Response to infection

Infections of the respiratory tract can trigger inflammation as an immune response to invading pathogens. Common symptoms are coughing, shortness of breath, and chest tightness.

Specific drugs and treatments

A variety of drugs and medical practices can lead to lung inflammation as a side effect. Some of them include antibiotics, heart medications, or even aspirin if used in excessive amounts.

Some patients may also experience lung inflammation in response to chemotherapy or radiation therapy.

Role of inflammation in breathing difficulties

Shortness of breath is usually the most common symptom of inflammation when it comes to respiratory patterns. There are several ways in which inflammation can lead to or exacerbate breathing difficulties, the most common being the following:

  • Airway narrowing. In patients suffering from chronic lung conditions, such as asthma and COPD, inflammation narrows the airways as a consequence of swelling, making it difficult for air to flow in and out of the lungs.
  • Excessive mucus production. Increased production of mucus in the airways is a common consequence of inflammation. The role of inflammation in breathing difficulties is quite obvious here: the excess mucus can further block the airways, making breathing even harder.
  • Bronchoconstriction. Due to the action of inflammatory substances, the muscles surrounding the airways may tighten, reducing the passage diameters for air to move through.
  • Increased sensitivity. Inflamed airways are usually more sensitive to various triggers, leading to exaggerated responses to otherwise non-problematic stimuli. Higher sensitivity can result in sudden and severe breathing difficulties, such as asthma attacks.

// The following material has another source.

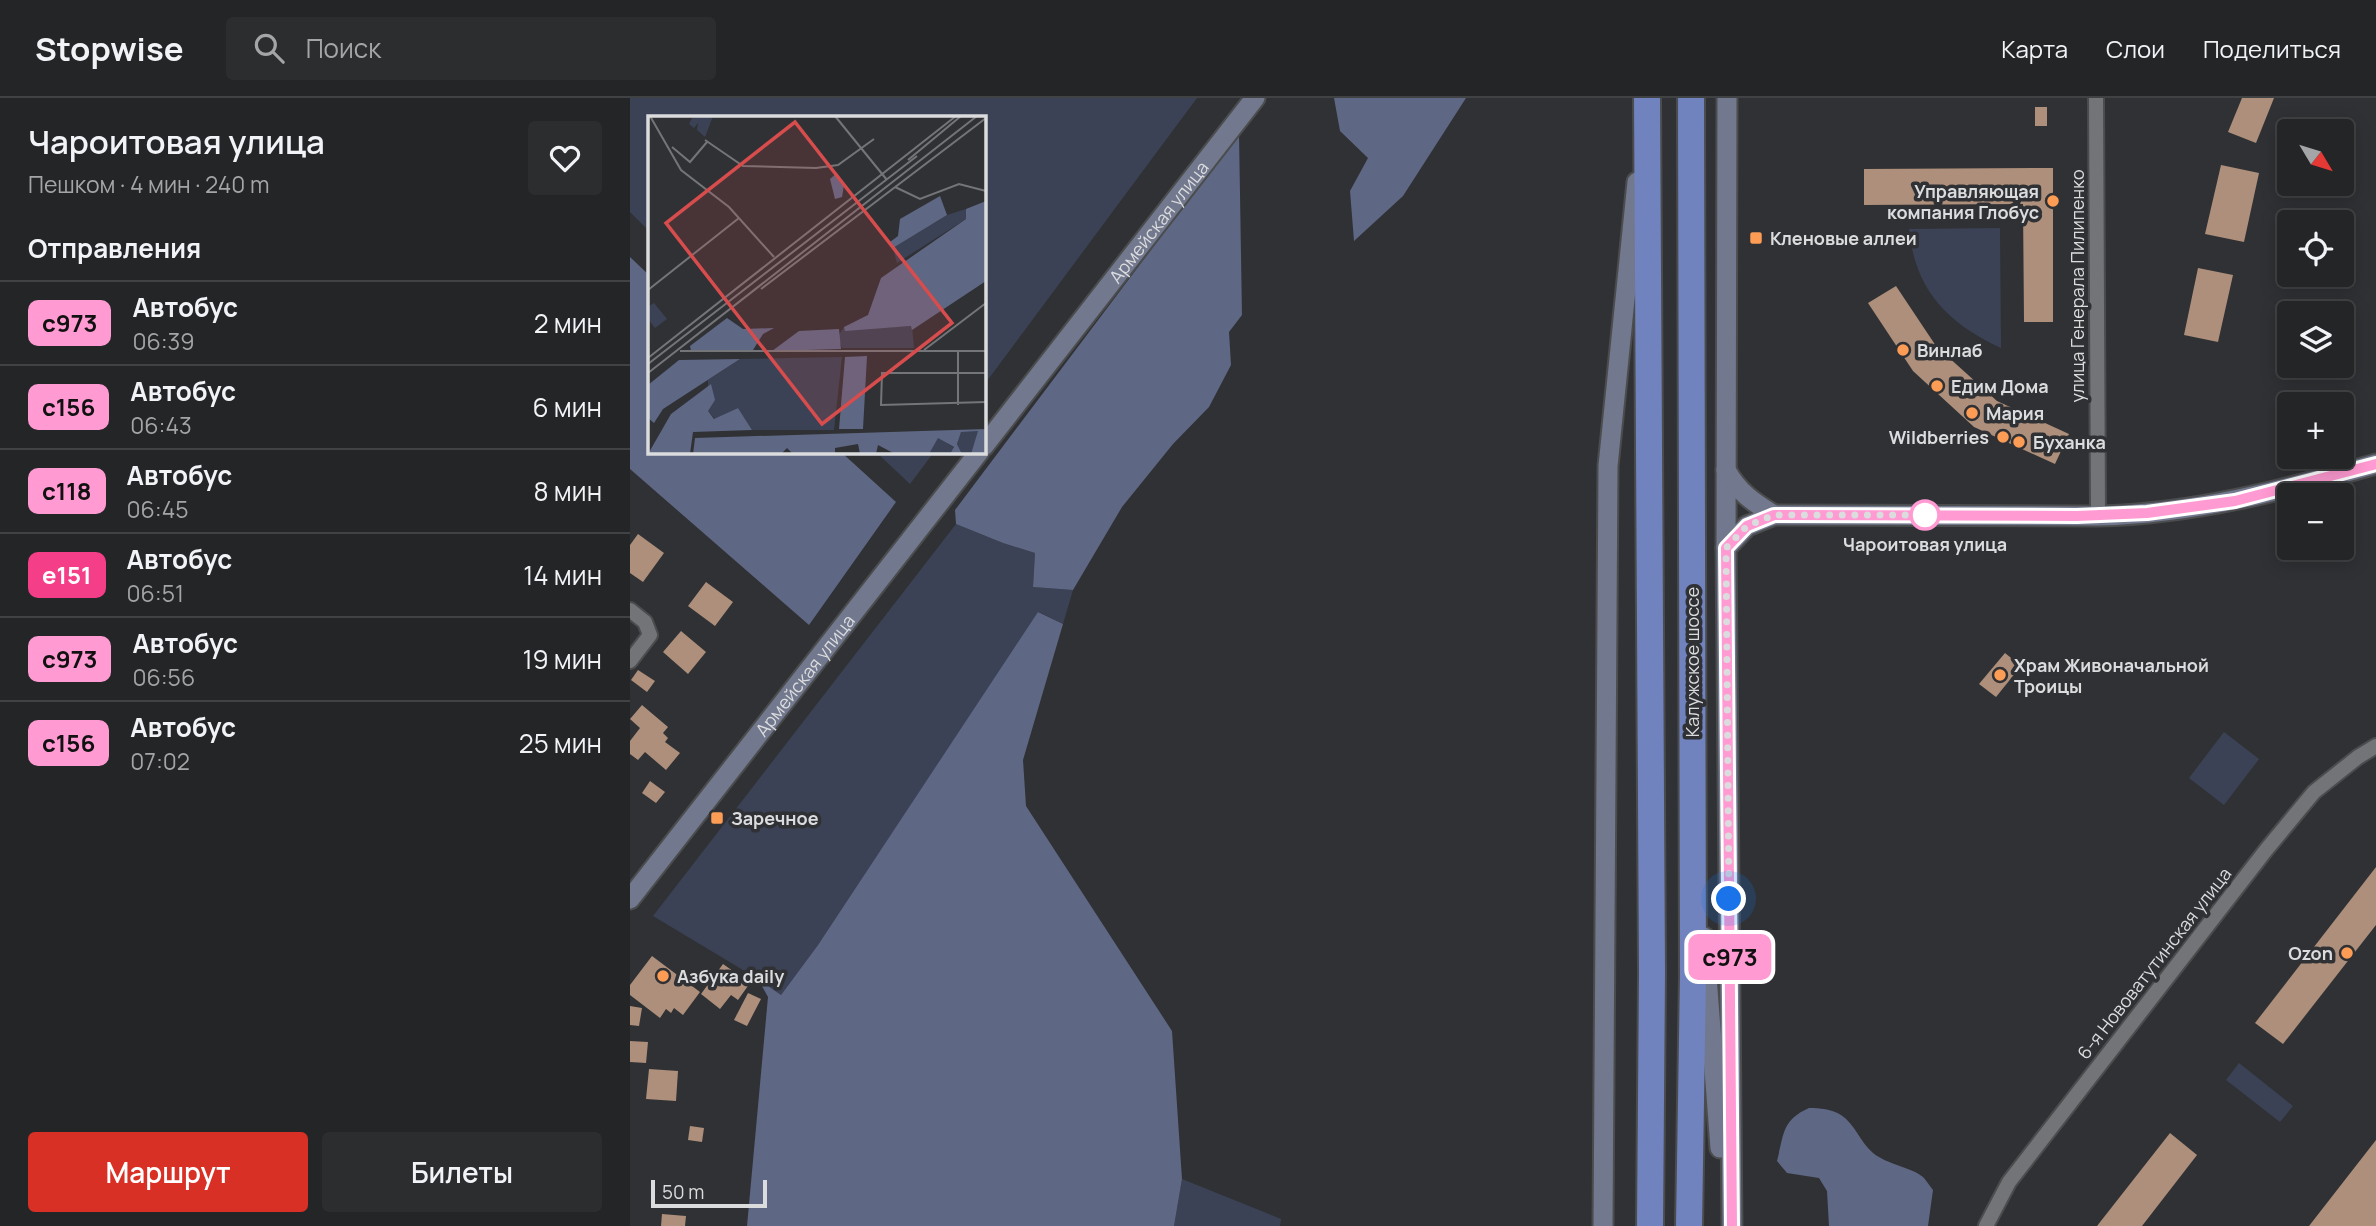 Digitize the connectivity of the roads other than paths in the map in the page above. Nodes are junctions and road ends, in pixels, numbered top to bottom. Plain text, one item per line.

Long-term complications of lung inflammation

Milder cases of lung inflammation may last from a few days to some months, usually until the issue is detected and properly treated. However, when lung inflammation goes unnoticed or untreated for too long, it can have an impact on lung plasticity and lead to severe complications such as irreversible lung damage.

In non-inflamed lungs, the air sacs stretch and relax as a result of each breath. When inflamed, the thin tissue lining the air sacs can cause scarring, making the sacs less flexible and stiff, and leading to a condition known as pulmonary fibrosis. Severe cases of pulmonary fibrosis can cause heart and respiratory failure or even death.

Treatment of lung inflammation

Although prevention is the best way to go in order to avoid complications from airway or lung inflammation, there are a number of medications that are commonly used to treat the condition:

  • Corticosteroids or immunosuppressants, like prednisone, mycophenolate or azathioprine, may help reduce lung inflammation.
  • Antifibrotics, such as pirfenidone or nintedanib, help slow down the formation of scar tissue in your lungs.

Other solutions include pulmonary rehabilitation, oxygen therapy or, in severe cases, lung transplant.